Опасность миновала, но его все равно колотит. Он натягивает брюки прямо на перепачканную, не подтертую задницу. Руки его дрожат так сильно, что единственное, что он может сделать, – это привязать конечности и закрепить на груди змею.
До самой фермы он несет с собой вонь собственных фекалий, но когда добирается до места, уже успокаивается. Во всяком случае, в достаточной степени для того чтобы вспомнить урок, преподнесенный предыдущим случаем. На сей раз он открывает ворота, выводит ближайшую свинью наружу и, забрав из машины запасной нож, убивает ее только у воды. Омывая себя кровью и упиваясь краткой ремиссией своего безумия.
* * *Еще свежи шрамы от собачьих зубов, когда Айлиш вечером зовет его в свою комнату.
Они с Крэйгом собрались в деревню на танцульки. На Айлиш черное платье, которое застегивается на спине. Ряд пуговиц тянется от копчика до задней части шеи.
– Помоги мне с этим, – говорит она. – Застегни.
Она поворачивается к мальчику спиной, показывая рукой, где нужно застегивать.
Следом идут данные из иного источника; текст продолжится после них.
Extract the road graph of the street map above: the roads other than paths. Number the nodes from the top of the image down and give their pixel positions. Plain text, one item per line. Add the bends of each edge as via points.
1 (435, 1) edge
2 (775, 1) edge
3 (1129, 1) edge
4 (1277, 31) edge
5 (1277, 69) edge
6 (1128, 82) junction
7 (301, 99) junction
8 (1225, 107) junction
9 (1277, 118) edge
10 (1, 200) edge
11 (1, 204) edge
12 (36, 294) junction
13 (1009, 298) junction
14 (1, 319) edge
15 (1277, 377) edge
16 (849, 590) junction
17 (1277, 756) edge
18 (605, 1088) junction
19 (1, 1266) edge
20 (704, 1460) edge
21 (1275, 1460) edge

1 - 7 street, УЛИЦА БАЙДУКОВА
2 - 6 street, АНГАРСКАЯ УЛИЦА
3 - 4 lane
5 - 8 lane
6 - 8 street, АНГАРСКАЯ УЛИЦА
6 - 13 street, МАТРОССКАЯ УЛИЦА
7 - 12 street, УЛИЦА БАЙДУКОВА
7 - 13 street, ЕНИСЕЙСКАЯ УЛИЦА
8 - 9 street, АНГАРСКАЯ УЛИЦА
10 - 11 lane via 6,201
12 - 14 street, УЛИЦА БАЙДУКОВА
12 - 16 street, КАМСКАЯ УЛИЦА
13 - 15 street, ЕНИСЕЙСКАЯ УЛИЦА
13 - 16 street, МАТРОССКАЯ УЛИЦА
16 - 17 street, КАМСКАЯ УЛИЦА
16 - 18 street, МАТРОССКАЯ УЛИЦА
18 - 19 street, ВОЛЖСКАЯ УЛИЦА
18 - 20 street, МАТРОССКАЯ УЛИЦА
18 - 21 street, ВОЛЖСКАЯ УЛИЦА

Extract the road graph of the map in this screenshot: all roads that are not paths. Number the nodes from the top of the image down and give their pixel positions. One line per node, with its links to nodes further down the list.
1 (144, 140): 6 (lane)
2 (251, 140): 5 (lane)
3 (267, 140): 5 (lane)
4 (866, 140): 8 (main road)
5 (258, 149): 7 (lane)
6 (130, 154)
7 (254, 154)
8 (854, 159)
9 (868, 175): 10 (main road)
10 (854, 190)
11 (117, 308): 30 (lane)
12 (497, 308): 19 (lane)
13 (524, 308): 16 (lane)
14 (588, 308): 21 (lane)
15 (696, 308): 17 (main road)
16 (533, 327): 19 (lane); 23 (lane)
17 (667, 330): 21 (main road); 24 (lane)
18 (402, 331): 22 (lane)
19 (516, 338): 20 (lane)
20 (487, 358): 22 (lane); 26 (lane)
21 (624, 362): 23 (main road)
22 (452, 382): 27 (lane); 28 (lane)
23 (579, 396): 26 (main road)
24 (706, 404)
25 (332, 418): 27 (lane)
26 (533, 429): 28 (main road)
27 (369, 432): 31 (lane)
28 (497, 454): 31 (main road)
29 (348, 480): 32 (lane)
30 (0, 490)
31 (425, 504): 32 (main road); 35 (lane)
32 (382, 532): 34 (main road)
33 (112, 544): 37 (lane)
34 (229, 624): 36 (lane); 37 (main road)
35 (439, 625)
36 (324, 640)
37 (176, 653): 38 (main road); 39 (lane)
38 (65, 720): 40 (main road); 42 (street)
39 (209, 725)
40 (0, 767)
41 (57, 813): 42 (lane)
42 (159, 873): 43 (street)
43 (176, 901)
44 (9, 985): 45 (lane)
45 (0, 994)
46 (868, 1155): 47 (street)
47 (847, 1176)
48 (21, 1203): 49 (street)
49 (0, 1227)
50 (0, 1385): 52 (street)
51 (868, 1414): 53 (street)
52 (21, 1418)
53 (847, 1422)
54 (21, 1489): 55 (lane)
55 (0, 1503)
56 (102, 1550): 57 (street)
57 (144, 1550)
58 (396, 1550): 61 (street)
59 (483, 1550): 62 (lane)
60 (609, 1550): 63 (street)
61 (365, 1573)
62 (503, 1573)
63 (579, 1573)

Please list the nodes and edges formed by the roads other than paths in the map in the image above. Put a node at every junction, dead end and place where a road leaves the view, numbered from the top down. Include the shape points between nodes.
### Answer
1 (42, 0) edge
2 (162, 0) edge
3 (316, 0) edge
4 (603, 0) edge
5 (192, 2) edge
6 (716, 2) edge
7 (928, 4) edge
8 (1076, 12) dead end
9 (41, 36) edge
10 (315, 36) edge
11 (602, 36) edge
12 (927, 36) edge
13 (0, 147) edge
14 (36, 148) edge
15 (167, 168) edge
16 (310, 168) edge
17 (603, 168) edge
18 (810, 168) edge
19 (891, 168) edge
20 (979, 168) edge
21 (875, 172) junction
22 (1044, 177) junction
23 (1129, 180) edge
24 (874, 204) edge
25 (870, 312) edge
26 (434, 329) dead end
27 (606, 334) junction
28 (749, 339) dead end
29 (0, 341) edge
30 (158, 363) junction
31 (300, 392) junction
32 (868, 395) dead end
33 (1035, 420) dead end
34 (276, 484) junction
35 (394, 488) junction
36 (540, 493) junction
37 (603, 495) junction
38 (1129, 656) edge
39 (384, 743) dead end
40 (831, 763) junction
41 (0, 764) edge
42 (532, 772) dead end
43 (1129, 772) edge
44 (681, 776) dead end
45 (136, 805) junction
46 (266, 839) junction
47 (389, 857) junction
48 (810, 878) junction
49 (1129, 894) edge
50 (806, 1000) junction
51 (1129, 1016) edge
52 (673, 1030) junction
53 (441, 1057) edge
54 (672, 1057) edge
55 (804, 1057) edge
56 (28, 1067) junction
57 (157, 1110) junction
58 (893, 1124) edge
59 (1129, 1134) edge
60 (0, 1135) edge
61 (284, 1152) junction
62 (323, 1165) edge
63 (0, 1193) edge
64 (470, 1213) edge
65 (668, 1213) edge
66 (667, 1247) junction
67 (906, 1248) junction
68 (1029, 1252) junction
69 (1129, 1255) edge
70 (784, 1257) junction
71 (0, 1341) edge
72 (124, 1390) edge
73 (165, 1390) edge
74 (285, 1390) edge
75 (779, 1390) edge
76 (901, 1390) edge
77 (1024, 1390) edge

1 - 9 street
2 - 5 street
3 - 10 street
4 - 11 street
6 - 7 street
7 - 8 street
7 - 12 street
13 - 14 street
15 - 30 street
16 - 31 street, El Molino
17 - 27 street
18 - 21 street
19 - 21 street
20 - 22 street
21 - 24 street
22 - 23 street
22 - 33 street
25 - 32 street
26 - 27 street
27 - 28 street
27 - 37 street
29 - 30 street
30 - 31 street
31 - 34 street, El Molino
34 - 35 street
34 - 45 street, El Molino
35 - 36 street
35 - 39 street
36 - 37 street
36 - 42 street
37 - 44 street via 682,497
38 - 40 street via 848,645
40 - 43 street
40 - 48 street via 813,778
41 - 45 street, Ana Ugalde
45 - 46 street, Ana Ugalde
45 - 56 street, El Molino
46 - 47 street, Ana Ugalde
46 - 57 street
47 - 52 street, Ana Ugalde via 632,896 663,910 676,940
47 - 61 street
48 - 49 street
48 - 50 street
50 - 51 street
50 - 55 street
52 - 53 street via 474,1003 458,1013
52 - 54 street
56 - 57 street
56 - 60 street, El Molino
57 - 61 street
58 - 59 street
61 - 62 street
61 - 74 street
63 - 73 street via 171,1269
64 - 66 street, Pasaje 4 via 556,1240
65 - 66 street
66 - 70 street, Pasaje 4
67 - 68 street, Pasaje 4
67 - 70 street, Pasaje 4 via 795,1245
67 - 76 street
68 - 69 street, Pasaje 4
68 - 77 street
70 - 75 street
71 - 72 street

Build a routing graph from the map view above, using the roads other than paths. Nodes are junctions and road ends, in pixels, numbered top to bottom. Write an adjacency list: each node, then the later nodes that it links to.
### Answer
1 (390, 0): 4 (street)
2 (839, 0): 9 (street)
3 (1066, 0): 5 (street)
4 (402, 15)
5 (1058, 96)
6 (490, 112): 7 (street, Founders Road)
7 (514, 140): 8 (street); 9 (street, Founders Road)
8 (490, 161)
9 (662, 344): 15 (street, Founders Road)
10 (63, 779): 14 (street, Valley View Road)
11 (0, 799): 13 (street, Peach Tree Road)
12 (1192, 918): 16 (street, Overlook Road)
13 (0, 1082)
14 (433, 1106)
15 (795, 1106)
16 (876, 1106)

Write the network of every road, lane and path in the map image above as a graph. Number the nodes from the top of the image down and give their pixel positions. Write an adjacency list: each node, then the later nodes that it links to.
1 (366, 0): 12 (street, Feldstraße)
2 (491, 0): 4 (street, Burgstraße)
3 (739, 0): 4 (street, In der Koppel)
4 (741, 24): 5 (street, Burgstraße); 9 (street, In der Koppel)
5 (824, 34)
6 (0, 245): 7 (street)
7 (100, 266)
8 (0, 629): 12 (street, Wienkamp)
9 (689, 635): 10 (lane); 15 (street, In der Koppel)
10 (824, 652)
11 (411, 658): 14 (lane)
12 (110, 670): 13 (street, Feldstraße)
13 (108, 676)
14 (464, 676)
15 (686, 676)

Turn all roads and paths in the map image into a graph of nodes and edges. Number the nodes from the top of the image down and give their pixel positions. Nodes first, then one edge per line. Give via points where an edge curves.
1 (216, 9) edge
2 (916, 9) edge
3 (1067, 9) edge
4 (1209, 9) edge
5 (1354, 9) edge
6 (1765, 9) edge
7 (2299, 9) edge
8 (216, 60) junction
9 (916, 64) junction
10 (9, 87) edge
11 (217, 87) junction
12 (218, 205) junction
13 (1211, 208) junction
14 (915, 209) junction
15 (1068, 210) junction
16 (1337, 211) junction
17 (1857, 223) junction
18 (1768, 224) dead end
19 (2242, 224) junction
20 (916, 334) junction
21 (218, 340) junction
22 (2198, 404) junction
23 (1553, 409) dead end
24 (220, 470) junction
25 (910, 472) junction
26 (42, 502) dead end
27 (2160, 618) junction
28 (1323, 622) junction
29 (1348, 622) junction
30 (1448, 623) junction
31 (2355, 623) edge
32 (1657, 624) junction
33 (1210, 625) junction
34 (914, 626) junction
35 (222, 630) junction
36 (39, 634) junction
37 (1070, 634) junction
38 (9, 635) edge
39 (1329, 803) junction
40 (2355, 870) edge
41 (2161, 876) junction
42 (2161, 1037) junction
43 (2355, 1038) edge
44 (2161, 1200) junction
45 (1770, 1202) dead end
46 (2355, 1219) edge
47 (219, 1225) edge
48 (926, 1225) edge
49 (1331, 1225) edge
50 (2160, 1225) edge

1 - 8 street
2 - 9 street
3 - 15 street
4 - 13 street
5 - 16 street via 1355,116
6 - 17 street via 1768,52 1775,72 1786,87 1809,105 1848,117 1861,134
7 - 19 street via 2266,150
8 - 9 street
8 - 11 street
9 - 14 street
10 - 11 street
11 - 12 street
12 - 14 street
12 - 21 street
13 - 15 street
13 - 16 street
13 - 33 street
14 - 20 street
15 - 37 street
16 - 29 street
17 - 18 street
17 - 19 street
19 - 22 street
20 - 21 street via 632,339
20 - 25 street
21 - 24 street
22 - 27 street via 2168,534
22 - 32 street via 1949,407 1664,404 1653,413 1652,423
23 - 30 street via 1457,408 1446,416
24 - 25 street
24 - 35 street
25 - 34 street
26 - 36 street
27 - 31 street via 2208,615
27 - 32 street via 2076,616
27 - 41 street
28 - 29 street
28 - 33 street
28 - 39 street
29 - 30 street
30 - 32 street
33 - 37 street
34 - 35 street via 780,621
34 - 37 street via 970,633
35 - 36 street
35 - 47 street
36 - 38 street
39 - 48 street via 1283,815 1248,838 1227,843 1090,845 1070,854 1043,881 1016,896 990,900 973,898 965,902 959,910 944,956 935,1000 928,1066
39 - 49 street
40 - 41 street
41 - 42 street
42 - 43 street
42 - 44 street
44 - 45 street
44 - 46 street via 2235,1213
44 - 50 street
Он пересекает комнату и берется за самую нижнюю пуговичку пальцами. Она маленькая, неудобная, никак не лезет в петлю. Он пытается застегнуть ее, раз, другой, а она выскальзывает. Всякий раз, когда он берется за пуговицу, ткань отстает от ее кожи и он видит округлые выпуклости верхней части ягодиц. На ней нет нижнего белья.
Пуговица проскальзывает в дырочку. Он переходит к следующей, но с ней еще труднее.
– Какого черта ты возишься?
Она оборачивает голову назад, чтобы посмотреть. Дуга ее левой груди обнажена.
Пуговица остается у него в руке.
– Оторвал? Нет, это ж подумать только!
Она поворачивается к нему лицом. Платье соскальзывает с ее плеч и оказывается на бедрах.
Ее грудь почти упирается ему в лицо, и он чувствует, как твердеющий конец выпячивает ткань брюк. Его руки движутся, чтобы поправить это, прежде чем она заметит, но слишком поздно. Она уже смотрит вниз, она уже видит, что происходит.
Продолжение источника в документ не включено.